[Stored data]
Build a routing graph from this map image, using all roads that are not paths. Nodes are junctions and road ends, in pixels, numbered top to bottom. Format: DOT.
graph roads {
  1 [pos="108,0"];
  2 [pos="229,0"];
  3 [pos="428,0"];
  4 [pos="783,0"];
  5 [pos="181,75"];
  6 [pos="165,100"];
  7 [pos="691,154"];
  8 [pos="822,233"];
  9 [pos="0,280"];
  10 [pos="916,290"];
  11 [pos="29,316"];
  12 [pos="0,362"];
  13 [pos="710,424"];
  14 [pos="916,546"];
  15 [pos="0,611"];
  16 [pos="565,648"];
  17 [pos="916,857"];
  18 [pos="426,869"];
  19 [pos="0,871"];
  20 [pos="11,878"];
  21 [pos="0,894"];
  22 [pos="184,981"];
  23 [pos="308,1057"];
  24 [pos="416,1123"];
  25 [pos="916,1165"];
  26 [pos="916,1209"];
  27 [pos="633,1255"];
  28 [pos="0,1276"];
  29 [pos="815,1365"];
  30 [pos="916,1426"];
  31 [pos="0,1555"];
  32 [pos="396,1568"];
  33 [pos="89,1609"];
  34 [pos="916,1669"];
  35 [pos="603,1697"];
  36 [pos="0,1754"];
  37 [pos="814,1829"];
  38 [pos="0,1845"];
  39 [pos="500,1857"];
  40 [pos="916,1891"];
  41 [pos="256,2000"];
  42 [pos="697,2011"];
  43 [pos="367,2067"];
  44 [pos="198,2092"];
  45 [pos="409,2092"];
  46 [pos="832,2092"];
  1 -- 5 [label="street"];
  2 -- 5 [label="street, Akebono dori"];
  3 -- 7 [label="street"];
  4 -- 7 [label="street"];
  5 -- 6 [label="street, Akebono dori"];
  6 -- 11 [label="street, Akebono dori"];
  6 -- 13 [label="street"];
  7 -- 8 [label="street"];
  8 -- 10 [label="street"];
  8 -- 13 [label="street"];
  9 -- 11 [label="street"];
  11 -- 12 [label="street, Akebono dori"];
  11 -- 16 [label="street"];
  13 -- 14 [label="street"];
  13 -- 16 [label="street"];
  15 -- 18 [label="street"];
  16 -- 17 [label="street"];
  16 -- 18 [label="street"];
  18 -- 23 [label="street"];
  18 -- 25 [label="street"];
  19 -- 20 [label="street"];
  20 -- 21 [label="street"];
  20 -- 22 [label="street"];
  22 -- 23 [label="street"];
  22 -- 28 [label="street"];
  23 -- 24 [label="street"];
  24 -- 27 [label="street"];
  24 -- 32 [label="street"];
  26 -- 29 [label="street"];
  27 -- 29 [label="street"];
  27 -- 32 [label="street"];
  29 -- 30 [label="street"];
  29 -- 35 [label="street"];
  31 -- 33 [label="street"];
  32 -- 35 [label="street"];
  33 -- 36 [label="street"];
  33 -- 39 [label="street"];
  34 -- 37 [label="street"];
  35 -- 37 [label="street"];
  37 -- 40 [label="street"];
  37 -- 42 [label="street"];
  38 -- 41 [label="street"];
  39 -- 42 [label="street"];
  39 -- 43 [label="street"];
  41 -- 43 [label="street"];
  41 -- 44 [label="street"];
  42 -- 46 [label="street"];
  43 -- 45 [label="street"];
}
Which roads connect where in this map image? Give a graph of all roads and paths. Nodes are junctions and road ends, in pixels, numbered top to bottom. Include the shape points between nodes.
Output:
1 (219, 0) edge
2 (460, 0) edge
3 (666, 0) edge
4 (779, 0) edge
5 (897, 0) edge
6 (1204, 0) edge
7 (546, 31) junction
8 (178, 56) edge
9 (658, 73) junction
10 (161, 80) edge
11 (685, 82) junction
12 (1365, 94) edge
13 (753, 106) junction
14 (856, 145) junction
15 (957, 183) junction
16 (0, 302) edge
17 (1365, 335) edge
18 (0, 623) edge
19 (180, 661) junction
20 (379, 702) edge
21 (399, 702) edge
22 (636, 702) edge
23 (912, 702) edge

Task objective => Find every line of the records holding "bottom". Answer with the count alone.

Reply to the task => 2